I first downloaded all of Trump’s tweets and all of my own tweets and spent some time experimenting with different model architectures, different loss functions, numbers of training epochs and so on. The most significant configurations I found were setting the “validation_split” in the fit function of the model to 0.2 and using an “EarlyStopping” callback to monitor validation loss.

The validation split configuration sets aside a portion of the data, in my case 20%, to be used for, well, validation. This means that we train the model on only 80% of the data and keep the other 20% set aside for validation.

Each epoch the model trains it reports on how well it is doing against the training data and the validation data. If you don’t have validation data set aside your model can overfit i.e. it can essentially memorize the training data and get very good or perfect scores on it. Keeping the validation data set aside means that you see how well the model is doing on data it hasn’t trained with. If your model has great performance on the training data and poor performance on the validation data, that means you’re overfitting.

The early stopping call back is related. It detects when you are starting to overfit by monitoring your performance on the validation data and tells your model to stop training when you stop improving on the validation data.

My naive impulse was that the more I trained my model the better it would get. In early versions of my project I hit 100% accuracy on the training data— amazing right? Well, as soon as I figured out I should also be using validation data, I discovered that I had really just trained the model enough that it memorized every tweet in the training data, and was able to identify all of the training data and none of the validation data.

With the validation split and early stopping in place, I soon got to what I feel is a pretty good accuracy result — 80% accuracy. In other words, if I put in 100 Donald Trump tweets into my magic box, then about 80 of them would come back labelled “Trump” and if I put in 100 of my own tweets, about 80% of them would come back labelled “Not Trump”. Does this mean I have an 80% accurate Donald Trump Detector?

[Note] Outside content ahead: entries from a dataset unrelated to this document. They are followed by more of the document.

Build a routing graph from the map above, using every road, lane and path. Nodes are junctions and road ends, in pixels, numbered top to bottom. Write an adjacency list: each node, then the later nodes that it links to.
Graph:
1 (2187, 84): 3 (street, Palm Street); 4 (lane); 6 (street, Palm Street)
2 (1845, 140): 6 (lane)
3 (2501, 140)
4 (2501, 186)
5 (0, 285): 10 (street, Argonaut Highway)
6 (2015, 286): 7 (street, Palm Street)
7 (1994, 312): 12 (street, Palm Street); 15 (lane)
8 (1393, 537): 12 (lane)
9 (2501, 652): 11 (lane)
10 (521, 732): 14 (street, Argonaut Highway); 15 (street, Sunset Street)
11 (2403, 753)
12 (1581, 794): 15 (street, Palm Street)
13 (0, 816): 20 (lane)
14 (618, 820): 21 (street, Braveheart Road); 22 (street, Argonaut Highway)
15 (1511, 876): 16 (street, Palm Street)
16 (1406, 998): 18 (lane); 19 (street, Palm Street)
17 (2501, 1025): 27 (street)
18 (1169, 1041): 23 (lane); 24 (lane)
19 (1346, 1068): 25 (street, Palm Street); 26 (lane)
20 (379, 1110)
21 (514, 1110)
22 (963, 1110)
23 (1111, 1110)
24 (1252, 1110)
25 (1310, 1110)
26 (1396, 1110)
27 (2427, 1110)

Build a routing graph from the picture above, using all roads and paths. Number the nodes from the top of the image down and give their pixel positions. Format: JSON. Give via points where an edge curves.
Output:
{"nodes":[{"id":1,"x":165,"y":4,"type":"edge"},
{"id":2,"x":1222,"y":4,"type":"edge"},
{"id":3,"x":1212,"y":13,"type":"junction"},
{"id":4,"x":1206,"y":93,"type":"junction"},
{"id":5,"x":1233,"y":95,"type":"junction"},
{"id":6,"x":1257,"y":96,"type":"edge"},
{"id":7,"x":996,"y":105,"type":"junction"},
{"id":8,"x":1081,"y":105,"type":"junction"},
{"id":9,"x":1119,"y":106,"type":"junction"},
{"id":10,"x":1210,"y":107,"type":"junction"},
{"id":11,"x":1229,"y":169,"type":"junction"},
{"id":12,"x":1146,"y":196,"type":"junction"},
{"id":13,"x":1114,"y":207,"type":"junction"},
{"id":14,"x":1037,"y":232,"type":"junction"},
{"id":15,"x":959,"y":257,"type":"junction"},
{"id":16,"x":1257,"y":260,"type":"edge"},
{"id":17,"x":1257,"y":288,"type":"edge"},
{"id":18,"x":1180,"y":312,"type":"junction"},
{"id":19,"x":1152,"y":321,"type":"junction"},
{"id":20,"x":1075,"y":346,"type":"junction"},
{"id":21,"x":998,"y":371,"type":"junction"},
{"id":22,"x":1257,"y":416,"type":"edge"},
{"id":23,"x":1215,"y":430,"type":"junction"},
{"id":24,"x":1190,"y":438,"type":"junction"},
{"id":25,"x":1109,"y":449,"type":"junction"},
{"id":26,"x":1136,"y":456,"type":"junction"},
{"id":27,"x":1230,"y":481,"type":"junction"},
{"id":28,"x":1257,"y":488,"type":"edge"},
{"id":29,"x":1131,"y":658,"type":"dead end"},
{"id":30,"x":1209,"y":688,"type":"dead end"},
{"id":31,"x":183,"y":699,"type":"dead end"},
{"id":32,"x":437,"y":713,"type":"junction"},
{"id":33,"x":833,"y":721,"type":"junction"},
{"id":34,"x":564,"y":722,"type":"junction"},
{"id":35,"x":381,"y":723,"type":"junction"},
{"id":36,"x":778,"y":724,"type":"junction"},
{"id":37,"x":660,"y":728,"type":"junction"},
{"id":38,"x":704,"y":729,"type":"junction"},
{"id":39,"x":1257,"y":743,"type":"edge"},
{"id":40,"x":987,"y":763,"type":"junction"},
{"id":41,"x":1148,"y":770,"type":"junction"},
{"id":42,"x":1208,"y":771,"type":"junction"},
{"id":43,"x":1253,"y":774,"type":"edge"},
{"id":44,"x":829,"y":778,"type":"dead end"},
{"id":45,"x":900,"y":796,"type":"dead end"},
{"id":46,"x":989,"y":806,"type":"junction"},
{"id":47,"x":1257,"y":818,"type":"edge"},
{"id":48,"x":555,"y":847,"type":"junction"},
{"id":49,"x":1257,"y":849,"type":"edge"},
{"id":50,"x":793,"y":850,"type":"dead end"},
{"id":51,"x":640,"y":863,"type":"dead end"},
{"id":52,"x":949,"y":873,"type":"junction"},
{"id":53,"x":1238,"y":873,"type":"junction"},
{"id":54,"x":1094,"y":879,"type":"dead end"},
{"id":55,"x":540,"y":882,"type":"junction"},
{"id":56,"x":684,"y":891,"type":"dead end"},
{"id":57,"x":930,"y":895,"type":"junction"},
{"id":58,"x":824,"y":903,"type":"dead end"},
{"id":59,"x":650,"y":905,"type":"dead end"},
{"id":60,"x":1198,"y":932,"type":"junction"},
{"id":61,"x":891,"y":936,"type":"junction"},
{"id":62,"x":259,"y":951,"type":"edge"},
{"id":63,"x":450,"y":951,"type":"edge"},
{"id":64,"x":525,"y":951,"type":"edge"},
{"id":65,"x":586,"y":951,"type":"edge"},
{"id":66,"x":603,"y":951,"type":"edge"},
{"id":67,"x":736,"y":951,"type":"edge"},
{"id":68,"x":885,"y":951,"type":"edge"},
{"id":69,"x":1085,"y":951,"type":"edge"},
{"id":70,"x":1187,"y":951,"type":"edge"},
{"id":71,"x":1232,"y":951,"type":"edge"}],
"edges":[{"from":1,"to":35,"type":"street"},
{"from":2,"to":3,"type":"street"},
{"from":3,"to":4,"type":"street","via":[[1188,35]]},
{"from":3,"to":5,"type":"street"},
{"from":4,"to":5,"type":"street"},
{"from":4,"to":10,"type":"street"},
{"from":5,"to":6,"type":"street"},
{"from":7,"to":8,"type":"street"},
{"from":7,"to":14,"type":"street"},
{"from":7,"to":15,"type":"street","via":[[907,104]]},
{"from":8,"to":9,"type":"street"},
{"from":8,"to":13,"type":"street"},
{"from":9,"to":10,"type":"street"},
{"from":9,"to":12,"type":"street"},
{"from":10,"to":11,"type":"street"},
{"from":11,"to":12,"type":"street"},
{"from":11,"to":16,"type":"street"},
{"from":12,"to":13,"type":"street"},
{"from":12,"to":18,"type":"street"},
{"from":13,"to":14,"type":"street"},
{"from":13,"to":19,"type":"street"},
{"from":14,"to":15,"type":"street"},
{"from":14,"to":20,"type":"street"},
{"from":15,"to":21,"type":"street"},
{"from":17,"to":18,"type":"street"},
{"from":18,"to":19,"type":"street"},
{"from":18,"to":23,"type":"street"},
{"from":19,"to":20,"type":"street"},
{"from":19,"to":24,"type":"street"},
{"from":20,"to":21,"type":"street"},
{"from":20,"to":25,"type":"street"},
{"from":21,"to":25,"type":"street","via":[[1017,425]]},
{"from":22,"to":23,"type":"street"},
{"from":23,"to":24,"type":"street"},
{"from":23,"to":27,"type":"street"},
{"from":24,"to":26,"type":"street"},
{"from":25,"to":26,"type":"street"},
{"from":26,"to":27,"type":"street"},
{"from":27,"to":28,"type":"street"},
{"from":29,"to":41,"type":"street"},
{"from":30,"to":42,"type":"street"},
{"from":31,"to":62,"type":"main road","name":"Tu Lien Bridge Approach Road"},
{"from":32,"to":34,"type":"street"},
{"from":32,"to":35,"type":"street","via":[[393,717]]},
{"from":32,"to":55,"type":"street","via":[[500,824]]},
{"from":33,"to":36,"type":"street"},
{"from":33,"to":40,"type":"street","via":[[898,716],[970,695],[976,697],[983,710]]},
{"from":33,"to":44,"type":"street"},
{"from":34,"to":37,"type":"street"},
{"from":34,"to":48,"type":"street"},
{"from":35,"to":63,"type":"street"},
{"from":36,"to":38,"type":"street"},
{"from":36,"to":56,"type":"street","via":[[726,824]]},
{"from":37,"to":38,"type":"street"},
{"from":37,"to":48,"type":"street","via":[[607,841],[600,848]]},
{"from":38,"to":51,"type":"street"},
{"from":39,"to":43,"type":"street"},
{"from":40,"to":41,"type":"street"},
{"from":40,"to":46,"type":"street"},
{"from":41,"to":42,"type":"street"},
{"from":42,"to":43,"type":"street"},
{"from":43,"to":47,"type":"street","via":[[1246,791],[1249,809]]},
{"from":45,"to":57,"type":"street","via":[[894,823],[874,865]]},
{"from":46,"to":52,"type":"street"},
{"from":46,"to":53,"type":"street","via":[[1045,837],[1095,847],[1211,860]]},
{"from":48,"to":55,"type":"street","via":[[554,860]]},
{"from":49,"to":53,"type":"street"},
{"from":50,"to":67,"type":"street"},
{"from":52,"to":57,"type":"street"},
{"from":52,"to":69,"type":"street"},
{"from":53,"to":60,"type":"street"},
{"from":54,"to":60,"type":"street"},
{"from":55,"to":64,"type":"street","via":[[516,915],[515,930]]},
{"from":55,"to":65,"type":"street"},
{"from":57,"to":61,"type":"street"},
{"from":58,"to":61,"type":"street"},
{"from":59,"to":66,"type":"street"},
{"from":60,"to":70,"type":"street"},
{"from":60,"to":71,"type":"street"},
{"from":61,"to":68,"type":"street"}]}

Well, because I’m a bit of a dumb dumb, I at first thought that is what that meant. I tested it on some of my tweets and some of Trump’s tweets, and it seemed to be mostly working. Exciting! I then tested it on some random tweets I grabbed off my twitter timeline and found that my model was very happy to call these Trump tweets as well. See: To the same extent that my model was a Trump detector, it was also a “Not-Me” detector. Another way of thinking about it is that the model had learned to predict Trump tweets, but only in a universe where Trump was one half of all tweeters.

The correction for this was grabbing more data. More tweets from many more people, and continuing to train. At first, this also ran into a significant problem. With 100 non-Trumps and only 1 Trump, the model could instantly become 99% accurate by simply always guessing “Not Trump”. The model did, in fact, do this, until I learned that there is a “class_weight= ‘auto’” configuration you can pass to the fit function. This configuration means that the model will weight the different classes in inverse proportion to their frequency — meaning, the “Trump” class was very rare, only 1 out of 101 inputs were labelled Trump, and so Trump tweets were weighted much more heavily when updating the model, to balance rarity.

This fairly quickly trained to a point where my performance against the validation set stopped improving. My original intention was that an output of 0.5 or greater would be the model claiming the input was a Trump tweet, and less than 0.5 would be the model claiming the input was not a Trump tweet. What I found was that the model literally never predicted Trump by this definition.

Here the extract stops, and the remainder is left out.